Exercise goal — What follows is a set of records, each of which is to be written out exactly.
● ● ● ●
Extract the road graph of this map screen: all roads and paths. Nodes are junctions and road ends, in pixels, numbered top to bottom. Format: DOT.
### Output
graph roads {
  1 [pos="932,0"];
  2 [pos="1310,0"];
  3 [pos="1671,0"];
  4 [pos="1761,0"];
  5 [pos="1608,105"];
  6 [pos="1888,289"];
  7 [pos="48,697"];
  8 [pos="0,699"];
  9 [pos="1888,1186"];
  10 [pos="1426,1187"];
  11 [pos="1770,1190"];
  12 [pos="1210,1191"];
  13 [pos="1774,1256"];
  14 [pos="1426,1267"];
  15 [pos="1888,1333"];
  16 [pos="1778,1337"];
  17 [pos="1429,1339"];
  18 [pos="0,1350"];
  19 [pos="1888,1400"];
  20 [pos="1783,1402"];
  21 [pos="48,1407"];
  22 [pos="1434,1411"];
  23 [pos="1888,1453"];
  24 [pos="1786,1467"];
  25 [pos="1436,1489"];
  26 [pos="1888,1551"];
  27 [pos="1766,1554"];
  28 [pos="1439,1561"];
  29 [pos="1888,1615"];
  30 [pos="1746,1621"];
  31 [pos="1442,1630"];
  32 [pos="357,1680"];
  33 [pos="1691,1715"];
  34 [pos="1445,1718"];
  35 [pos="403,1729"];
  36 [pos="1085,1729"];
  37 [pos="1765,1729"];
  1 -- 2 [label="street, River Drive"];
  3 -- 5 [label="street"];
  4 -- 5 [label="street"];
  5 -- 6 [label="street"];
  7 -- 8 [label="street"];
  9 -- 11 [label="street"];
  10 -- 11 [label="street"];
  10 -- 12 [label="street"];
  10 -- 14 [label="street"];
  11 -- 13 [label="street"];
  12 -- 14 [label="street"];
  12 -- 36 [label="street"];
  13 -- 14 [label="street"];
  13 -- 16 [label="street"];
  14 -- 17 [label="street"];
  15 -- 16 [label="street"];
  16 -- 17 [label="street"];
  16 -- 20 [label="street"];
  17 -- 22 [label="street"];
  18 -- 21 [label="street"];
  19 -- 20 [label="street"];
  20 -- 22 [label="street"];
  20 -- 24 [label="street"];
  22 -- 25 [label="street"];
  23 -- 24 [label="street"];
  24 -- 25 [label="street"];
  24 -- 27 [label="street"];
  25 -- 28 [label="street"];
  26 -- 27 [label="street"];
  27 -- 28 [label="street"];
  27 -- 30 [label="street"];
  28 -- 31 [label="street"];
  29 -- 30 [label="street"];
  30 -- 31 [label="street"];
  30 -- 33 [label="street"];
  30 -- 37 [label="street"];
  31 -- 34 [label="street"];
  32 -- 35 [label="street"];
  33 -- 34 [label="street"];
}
● ● ● ●
Answer —
Extract the road graph of this map screen: all roads and paths. Nodes are junctions and road ends, in pixels, numbered top to bottom. Format: DOT.
### Output
graph roads {
  1 [pos="932,0"];
  2 [pos="1310,0"];
  3 [pos="1671,0"];
  4 [pos="1761,0"];
  5 [pos="1608,105"];
  6 [pos="1888,289"];
  7 [pos="48,697"];
  8 [pos="0,699"];
  9 [pos="1888,1186"];
  10 [pos="1426,1187"];
  11 [pos="1770,1190"];
  12 [pos="1210,1191"];
  13 [pos="1774,1256"];
  14 [pos="1426,1267"];
  15 [pos="1888,1333"];
  16 [pos="1778,1337"];
  17 [pos="1429,1339"];
  18 [pos="0,1350"];
  19 [pos="1888,1400"];
  20 [pos="1783,1402"];
  21 [pos="48,1407"];
  22 [pos="1434,1411"];
  23 [pos="1888,1453"];
  24 [pos="1786,1467"];
  25 [pos="1436,1489"];
  26 [pos="1888,1551"];
  27 [pos="1766,1554"];
  28 [pos="1439,1561"];
  29 [pos="1888,1615"];
  30 [pos="1746,1621"];
  31 [pos="1442,1630"];
  32 [pos="357,1680"];
  33 [pos="1691,1715"];
  34 [pos="1445,1718"];
  35 [pos="403,1729"];
  36 [pos="1085,1729"];
  37 [pos="1765,1729"];
  1 -- 2 [label="street, River Drive"];
  3 -- 5 [label="street"];
  4 -- 5 [label="street"];
  5 -- 6 [label="street"];
  7 -- 8 [label="street"];
  9 -- 11 [label="street"];
  10 -- 11 [label="street"];
  10 -- 12 [label="street"];
  10 -- 14 [label="street"];
  11 -- 13 [label="street"];
  12 -- 14 [label="street"];
  12 -- 36 [label="street"];
  13 -- 14 [label="street"];
  13 -- 16 [label="street"];
  14 -- 17 [label="street"];
  15 -- 16 [label="street"];
  16 -- 17 [label="street"];
  16 -- 20 [label="street"];
  17 -- 22 [label="street"];
  18 -- 21 [label="street"];
  19 -- 20 [label="street"];
  20 -- 22 [label="street"];
  20 -- 24 [label="street"];
  22 -- 25 [label="street"];
  23 -- 24 [label="street"];
  24 -- 25 [label="street"];
  24 -- 27 [label="street"];
  25 -- 28 [label="street"];
  26 -- 27 [label="street"];
  27 -- 28 [label="street"];
  27 -- 30 [label="street"];
  28 -- 31 [label="street"];
  29 -- 30 [label="street"];
  30 -- 31 [label="street"];
  30 -- 33 [label="street"];
  30 -- 37 [label="street"];
  31 -- 34 [label="street"];
  32 -- 35 [label="street"];
  33 -- 34 [label="street"];
}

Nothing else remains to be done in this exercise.